The book is of such scope, filled with so many surprising and unexpected details, crammed with astonishing juxtapositions and unexpected connections, replete with searching analyses of artists in every medium who have been influenced by Wagner, that all one can possibly do, here, is—like a guide in some great palace or museum—to point the reader gently in this direction or that.
Nietzsche is a starting point: “Wagner sums up modernity,” he said. “It can’t be helped, one must first become a Wagnerian.” And he didn’t mean simply in music—he was referring to a fundamental cultural change of which Wagner was the avatar. “The composer,” says Ross, “came to represent the cultural-political unconscious of modernity—an aesthetic war zone in which the Western world struggled with its raging contradictions, its longings for creation and destruction, its inclinations towards beauty and violence.”

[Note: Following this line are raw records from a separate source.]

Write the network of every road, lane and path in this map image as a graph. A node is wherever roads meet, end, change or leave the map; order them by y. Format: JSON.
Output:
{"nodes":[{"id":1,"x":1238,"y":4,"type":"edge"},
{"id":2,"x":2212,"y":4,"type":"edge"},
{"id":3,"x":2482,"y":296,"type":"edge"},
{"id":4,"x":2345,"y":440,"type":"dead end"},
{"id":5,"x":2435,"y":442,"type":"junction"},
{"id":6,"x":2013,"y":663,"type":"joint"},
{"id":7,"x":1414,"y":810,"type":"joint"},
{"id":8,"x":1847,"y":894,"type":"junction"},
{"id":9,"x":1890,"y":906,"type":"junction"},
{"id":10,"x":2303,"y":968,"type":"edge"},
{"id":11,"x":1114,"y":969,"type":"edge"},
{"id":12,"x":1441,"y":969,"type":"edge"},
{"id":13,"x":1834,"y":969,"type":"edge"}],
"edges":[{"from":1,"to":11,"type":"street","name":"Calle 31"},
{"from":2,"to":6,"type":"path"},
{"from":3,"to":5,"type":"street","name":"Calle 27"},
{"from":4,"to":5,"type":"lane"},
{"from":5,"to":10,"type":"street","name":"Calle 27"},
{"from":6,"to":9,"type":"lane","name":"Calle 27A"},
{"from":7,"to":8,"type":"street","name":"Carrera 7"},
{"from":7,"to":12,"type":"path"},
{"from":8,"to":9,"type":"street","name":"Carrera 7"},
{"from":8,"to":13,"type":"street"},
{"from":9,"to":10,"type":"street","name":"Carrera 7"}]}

At the same time, Wagner was being enlisted by conservatives as one of their own, culminating in his posthumous embrace by Adolf Hitler—despite his pacifism, his contempt for the newly founded German Empire, the proto-Marxist analysis of capitalism underlying the “Ring,” and his exaltation of compassion (Mitleid) as the supreme virtue. Wagner held many surprising views: as early as 1850 in his pamphlet Art and Climate, he pioneered ecological awareness, seeing industrialization as a “corrosive force,” Ross writes. He supported vegetarianism, strongly opposed cruelty to animals, and—completely unexpectedly—was very sympathetic to homosexuality, remarking to his wife that “it is something for which I have understanding but no inclination. In any case, as with all relationships what matters most is what we ourselves put into them. It is all illusion.”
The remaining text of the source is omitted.